:: EXERCISE OBJECTIVE ::
An exact copy of the listing below is required, minus its pictures.

RECORDS PROVIDED below:

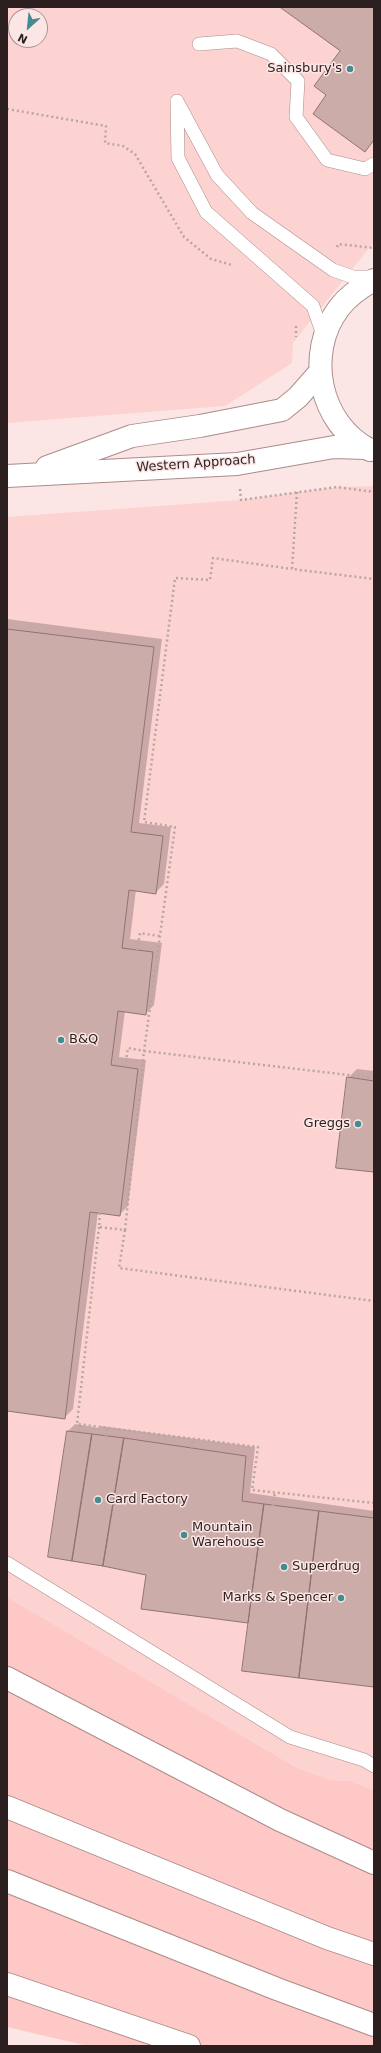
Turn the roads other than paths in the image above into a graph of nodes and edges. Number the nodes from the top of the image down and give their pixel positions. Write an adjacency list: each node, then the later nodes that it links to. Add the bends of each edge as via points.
1 (199, 44): 2 (lane, via 237,41 271,54 298,81 296,117 327,160 365,170)
2 (374, 164)
3 (374, 278): 4 (main road, via 338,308); 4 (lane, via 353,277 333,270 252,213 217,175 177,101 178,158 206,212 313,306)
4 (324, 338): 5 (main road)
5 (320, 372): 6 (main road, via 325,396 338,423 350,437); 7 (main road, Western Approach, via 298,397 282,410 132,436)
6 (369, 450): 7 (main road, Western Approach, via 334,447 237,464)
7 (13, 477)
8 (7, 1563): 10 (lane, via 290,1737 364,1760)
9 (7, 1678): 12 (main road, via 280,1820)
10 (374, 1766)
11 (7, 1807): 14 (main road, via 327,1938)
12 (374, 1863)
13 (7, 1880): 16 (main road, via 276,1989)
14 (374, 1954)
15 (7, 1984): 17 (main road)
16 (374, 2025)
17 (189, 2046)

End of RECORDS PROVIDED.

:: ANSWER SPACE ::
Turn the roads other than paths in the image above into a graph of nodes and edges. Number the nodes from the top of the image down and give their pixel positions. Write an adjacency list: each node, then the later nodes that it links to. Add the bends of each edge as via points.
1 (199, 44): 2 (lane, via 237,41 271,54 298,81 296,117 327,160 365,170)
2 (374, 164)
3 (374, 278): 4 (main road, via 338,308); 4 (lane, via 353,277 333,270 252,213 217,175 177,101 178,158 206,212 313,306)
4 (324, 338): 5 (main road)
5 (320, 372): 6 (main road, via 325,396 338,423 350,437); 7 (main road, Western Approach, via 298,397 282,410 132,436)
6 (369, 450): 7 (main road, Western Approach, via 334,447 237,464)
7 (13, 477)
8 (7, 1563): 10 (lane, via 290,1737 364,1760)
9 (7, 1678): 12 (main road, via 280,1820)
10 (374, 1766)
11 (7, 1807): 14 (main road, via 327,1938)
12 (374, 1863)
13 (7, 1880): 16 (main road, via 276,1989)
14 (374, 1954)
15 (7, 1984): 17 (main road)
16 (374, 2025)
17 (189, 2046)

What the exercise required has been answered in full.